NFS kernel mounting NO WORKIE

  • I am attempting to update my trusty old x86 HTPC from an ancient version of OpenELEC that I've been running forever because it just worked and it was sufficient for my needs. Now however I'm trying to move to the latest LibreELEC (legacy PC edition) and I'm just not able to get NFS mounts to work following the instructions on this LibreELEC Wiki page:

    Mount Network Share

    I have noted that (in the case of NFS, at least) these are still the identical old instructions that I used on OpenELEC, years ago, to have the kernel mount my NFS volumes. So in theory this should all still work, but it ain't working. Here are the errors I'm getting:

    Apr 27 03:42:03 LibreELEC systemd[1]: Mounting storage-y.mount...

    Apr 27 03:42:03 LibreELEC mount[1420]: mount.nfs: rpc.statd is not running but is required for remote locking.

    Apr 27 03:42:03 LibreELEC mount[1420]: mount.nfs: Either use '-o nolock' to keep locks local, or start statd.

    Apr 27 03:42:03 LibreELEC mount[1420]: mount.nfs: an incorrect mount option was specified for /storage/y

    Apr 27 03:42:03 LibreELEC systemd[1]: storage-y.mount: Mount process exited, code=exited, status=32/n/a

    Apr 27 03:42:03 LibreELEC systemd[1]: storage-y.mount: Failed with result 'exit-code'.

    Apr 27 03:42:03 LibreELEC systemd[1]: Failed to mount storage-y.mount.

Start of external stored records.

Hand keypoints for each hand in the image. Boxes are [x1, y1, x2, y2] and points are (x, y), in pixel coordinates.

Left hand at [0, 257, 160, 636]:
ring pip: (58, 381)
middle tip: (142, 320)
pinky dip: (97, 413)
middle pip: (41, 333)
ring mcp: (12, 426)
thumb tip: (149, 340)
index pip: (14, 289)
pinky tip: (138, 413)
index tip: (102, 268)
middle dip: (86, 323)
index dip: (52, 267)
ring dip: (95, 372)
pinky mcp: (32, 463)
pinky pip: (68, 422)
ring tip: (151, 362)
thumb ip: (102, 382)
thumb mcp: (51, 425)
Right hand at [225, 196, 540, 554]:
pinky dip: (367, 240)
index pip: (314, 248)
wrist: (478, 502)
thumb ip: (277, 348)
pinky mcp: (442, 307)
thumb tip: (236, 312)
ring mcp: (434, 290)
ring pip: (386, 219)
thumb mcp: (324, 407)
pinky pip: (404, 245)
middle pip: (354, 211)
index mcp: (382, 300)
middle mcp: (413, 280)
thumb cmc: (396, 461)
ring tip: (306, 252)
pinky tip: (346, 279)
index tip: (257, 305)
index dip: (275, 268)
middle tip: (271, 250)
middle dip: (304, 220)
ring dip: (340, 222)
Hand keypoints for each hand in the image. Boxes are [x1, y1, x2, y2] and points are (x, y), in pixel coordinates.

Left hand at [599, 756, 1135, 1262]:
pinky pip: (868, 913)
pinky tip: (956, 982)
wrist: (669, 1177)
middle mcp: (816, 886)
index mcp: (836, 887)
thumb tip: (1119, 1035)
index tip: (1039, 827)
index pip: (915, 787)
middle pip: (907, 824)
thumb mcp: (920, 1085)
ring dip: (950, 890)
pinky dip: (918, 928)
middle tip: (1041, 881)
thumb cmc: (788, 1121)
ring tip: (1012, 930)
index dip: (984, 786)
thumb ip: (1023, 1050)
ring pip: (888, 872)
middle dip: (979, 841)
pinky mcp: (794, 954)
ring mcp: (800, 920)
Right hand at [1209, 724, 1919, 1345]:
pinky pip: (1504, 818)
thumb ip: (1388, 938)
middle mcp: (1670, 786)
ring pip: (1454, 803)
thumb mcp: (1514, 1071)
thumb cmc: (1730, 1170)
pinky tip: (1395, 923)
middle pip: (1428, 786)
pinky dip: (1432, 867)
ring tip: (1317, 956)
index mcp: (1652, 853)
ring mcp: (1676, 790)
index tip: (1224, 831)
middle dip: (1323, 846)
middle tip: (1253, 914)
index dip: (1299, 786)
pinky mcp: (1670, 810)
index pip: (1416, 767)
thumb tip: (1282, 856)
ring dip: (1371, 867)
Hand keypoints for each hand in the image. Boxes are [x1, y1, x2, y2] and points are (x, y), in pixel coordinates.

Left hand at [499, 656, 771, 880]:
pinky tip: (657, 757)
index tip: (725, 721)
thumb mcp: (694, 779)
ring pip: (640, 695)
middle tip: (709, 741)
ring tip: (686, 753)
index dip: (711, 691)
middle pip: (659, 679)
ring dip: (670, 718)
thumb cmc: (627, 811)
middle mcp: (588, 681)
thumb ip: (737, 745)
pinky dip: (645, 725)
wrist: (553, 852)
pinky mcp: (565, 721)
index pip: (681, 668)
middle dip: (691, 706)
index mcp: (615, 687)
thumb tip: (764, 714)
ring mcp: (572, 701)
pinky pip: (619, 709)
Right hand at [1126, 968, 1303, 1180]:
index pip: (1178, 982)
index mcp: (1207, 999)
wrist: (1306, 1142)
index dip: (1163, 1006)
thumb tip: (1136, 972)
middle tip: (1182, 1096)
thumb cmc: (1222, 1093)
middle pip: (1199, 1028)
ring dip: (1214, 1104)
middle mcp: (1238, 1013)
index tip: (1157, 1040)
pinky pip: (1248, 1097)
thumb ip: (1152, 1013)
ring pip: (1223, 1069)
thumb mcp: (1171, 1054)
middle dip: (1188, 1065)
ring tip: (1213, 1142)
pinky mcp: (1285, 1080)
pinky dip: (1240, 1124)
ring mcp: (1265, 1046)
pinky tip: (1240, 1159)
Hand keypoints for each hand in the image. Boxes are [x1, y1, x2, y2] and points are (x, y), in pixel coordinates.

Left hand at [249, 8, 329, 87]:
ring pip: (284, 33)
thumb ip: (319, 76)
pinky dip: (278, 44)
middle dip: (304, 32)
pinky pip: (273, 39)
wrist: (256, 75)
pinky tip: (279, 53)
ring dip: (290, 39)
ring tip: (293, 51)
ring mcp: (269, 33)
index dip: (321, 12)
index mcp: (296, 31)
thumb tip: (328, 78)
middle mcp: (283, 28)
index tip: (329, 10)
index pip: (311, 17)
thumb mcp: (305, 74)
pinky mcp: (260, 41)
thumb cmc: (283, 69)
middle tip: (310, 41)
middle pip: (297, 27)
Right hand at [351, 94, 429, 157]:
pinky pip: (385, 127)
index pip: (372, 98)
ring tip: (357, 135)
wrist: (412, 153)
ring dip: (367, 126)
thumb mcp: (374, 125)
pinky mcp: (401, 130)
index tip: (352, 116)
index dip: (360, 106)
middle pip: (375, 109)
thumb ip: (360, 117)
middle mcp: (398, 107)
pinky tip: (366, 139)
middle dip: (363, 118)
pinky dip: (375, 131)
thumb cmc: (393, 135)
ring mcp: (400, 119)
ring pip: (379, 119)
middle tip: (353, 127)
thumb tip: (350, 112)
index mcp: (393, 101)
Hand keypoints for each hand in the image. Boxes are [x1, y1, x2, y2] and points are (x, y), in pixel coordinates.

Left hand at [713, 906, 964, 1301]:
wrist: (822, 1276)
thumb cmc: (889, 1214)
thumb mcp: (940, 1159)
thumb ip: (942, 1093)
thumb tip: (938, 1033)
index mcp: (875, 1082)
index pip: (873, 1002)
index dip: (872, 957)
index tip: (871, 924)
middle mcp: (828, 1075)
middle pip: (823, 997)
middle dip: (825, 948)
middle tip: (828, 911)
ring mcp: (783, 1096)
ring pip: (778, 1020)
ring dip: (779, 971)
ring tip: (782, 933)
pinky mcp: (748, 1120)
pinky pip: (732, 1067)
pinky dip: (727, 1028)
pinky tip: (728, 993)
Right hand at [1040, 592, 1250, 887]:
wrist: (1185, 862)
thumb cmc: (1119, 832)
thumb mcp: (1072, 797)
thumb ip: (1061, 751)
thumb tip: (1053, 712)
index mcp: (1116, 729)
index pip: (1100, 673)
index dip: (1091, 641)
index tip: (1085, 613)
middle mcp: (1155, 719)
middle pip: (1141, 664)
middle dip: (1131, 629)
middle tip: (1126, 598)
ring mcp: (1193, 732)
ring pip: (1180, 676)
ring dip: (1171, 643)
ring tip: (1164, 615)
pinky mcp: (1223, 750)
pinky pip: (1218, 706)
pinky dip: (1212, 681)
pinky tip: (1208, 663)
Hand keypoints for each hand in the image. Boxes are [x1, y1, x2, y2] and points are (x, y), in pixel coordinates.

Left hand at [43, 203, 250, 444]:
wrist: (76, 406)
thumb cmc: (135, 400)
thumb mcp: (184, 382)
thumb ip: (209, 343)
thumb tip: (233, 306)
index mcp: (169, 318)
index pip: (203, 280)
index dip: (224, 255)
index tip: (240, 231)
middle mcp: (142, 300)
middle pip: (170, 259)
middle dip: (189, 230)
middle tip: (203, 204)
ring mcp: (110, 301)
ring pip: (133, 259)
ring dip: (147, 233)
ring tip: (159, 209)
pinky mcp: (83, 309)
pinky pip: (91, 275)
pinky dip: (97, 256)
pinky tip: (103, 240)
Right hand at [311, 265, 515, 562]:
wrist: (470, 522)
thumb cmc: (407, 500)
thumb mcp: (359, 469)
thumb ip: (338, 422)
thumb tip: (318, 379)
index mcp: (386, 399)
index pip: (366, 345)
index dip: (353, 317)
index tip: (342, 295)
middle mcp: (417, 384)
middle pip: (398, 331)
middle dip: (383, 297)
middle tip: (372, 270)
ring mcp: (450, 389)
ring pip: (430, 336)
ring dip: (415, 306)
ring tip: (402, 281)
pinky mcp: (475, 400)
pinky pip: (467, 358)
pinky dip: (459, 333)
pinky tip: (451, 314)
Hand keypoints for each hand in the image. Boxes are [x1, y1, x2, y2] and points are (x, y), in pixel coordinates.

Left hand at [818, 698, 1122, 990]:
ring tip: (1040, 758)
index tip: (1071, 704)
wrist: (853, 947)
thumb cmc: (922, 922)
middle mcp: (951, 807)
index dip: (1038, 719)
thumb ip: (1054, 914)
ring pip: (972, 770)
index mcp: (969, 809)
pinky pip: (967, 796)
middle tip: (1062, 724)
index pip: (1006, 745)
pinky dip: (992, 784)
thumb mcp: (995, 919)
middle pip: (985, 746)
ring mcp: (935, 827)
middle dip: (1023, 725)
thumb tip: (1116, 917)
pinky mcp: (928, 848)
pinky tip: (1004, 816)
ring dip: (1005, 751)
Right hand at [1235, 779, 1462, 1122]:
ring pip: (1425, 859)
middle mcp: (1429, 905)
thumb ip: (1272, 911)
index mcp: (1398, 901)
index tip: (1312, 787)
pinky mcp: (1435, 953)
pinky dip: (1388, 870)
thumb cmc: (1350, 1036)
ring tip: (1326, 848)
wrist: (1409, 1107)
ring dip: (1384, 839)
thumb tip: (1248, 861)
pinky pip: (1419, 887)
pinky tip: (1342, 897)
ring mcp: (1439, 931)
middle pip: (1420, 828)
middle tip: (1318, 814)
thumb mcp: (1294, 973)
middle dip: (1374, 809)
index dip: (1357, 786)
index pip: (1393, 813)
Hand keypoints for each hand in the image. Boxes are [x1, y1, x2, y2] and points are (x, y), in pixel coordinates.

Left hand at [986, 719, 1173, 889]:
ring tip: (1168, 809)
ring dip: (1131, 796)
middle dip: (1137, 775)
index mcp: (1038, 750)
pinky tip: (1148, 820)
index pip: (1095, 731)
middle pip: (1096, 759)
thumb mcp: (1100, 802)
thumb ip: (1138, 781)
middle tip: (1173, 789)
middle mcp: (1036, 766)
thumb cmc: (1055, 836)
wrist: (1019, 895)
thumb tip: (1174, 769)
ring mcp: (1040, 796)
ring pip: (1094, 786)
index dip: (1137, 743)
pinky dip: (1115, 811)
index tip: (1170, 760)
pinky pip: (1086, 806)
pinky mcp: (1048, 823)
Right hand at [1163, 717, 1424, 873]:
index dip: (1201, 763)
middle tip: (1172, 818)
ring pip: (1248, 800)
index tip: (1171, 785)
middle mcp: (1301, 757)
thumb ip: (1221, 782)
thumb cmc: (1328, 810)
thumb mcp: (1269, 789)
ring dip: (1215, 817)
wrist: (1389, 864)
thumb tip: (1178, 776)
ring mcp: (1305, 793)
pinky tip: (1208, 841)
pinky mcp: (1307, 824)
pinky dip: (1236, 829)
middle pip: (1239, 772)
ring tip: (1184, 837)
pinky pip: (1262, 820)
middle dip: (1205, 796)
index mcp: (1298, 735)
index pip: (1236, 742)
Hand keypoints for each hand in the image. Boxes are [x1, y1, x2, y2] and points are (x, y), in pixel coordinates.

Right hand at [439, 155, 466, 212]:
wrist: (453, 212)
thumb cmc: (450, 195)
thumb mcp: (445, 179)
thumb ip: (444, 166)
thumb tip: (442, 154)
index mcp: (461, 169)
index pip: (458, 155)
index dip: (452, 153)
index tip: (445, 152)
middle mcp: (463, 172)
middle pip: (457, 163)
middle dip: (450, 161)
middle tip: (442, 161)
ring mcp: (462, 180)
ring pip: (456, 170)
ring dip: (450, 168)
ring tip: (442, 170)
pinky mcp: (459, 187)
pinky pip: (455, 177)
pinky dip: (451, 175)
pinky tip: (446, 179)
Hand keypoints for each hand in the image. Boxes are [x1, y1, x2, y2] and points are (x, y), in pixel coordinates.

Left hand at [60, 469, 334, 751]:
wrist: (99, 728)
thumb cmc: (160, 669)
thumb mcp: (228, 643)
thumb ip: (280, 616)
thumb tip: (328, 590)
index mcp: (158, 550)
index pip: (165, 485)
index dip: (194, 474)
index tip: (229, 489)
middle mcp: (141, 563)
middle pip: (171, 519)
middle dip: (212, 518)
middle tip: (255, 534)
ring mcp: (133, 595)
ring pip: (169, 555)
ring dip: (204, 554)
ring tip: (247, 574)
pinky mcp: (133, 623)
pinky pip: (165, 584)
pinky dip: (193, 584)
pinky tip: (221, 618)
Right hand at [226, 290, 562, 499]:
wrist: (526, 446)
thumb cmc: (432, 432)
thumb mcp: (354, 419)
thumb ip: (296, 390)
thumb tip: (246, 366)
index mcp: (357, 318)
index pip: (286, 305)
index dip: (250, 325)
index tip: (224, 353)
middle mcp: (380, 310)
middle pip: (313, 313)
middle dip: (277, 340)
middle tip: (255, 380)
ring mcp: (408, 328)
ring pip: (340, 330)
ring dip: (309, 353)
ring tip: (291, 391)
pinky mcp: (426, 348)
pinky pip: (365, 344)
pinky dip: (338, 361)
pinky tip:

    (The above errors are in the systemd log, of course.)

    I've tried all of the obvious solutions to fix this problem and nothing is working, so I'm asking for guidance. Specifically I've tried "systemctl start rpc-statd" but that only produced the error "Failed to start rpc-statd.service: Unit rpc-statd.service not found.". Of course I also tried adding "-o nolock" to the Options= line in my storage-y.mount file, and that still produced errors & failure when I did "systemctl start storage-y.mount".

    I am at a loss and at an impasse. Any & all suggestions that might allow me to move forward would be appreciated.

    P.S. Just for context I should mention that, back in the day I actually did go to the trouble of actually measuring the performance of (a) SMB shares (they really suck, performance-wise) and (b) the in-built Kodi NFS client (not bad, but not great), and (c) kernel mounted NFS shares. Kernel mounted NFS outperformed the Kodi in-built NFS client by a significant margin, which is why I most definitely want to stick with them and get them working on a current LibreELEC release.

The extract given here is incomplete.